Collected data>
--- START ---
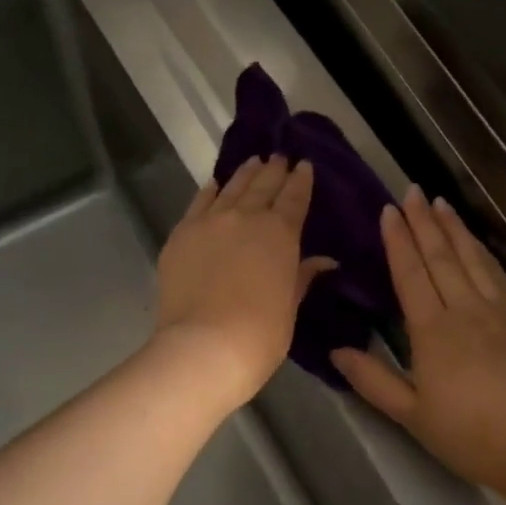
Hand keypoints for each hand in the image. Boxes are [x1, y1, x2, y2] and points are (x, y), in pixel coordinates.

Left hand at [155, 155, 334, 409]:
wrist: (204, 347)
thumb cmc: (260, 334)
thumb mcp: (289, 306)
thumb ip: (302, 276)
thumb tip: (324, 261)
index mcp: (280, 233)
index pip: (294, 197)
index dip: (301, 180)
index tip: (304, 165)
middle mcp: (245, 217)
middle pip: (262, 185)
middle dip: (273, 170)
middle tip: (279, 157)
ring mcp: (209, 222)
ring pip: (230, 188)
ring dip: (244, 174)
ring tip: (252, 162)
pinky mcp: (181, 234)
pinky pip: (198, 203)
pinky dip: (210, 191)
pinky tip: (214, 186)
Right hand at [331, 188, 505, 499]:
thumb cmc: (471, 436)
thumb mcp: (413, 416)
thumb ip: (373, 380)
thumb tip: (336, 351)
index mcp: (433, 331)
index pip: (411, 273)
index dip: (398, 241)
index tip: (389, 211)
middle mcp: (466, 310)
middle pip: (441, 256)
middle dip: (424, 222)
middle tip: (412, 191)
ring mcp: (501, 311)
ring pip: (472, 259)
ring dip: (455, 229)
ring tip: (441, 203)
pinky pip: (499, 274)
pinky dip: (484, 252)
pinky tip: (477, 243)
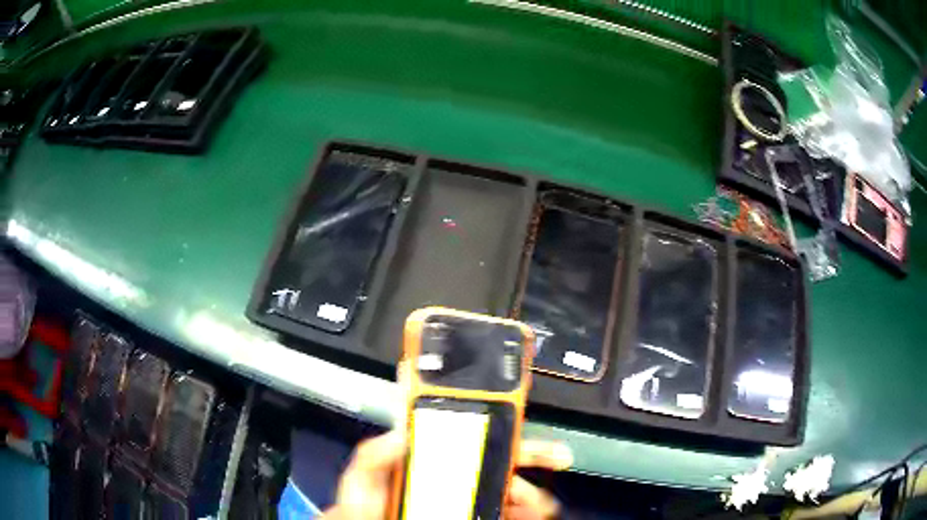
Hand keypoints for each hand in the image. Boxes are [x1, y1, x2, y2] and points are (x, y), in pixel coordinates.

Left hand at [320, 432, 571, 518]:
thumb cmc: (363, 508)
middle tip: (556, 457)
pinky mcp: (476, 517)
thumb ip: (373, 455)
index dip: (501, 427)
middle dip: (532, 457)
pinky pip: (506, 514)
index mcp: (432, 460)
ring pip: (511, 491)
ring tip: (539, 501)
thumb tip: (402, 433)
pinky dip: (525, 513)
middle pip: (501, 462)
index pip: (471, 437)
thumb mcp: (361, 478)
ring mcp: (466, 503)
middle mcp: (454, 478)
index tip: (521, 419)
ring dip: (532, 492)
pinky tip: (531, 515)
--- END ---
--- START ---
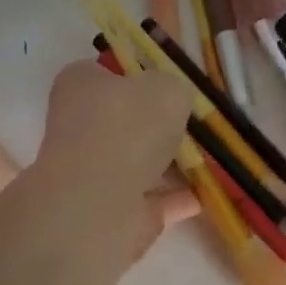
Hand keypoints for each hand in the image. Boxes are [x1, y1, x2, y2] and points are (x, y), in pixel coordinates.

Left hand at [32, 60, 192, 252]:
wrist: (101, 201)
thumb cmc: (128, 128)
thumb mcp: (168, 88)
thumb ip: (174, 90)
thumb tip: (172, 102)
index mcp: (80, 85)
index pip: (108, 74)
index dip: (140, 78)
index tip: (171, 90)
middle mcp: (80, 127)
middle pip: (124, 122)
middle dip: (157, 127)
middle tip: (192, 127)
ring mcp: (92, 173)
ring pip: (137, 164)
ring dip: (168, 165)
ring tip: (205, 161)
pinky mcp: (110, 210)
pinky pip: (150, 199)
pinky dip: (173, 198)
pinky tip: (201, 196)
--- END ---
--- START ---
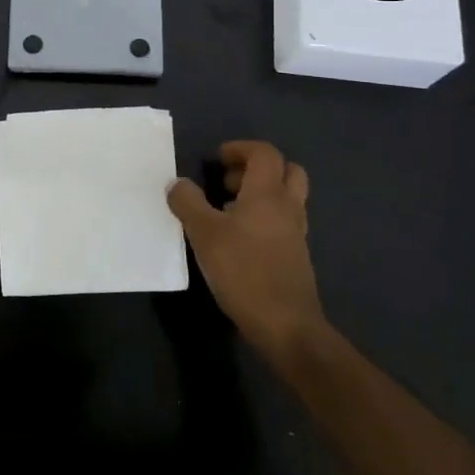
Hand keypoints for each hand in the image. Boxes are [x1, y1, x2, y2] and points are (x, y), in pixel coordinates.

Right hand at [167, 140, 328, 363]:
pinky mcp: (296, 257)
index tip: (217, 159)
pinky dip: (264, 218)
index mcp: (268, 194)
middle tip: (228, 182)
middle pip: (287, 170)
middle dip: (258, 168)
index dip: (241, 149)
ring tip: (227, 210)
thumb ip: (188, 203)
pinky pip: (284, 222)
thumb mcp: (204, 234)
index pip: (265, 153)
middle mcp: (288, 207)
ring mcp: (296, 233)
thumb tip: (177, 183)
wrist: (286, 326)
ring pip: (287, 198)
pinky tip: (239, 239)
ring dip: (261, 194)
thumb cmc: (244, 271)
--- END ---
Action item>
Look above for the line with "thumb mcp: (361, 478)" and the line with "pinky tip: (531, 515)". Write out those two lines and all the lines between them, exactly, and no others.

Reply>
thumb mcp: (361, 478)
ring mcp: (466, 503)
middle mcp: (454, 478)
index tip: (521, 419)
ring dip: (532, 492)
pinky tip: (531, 515)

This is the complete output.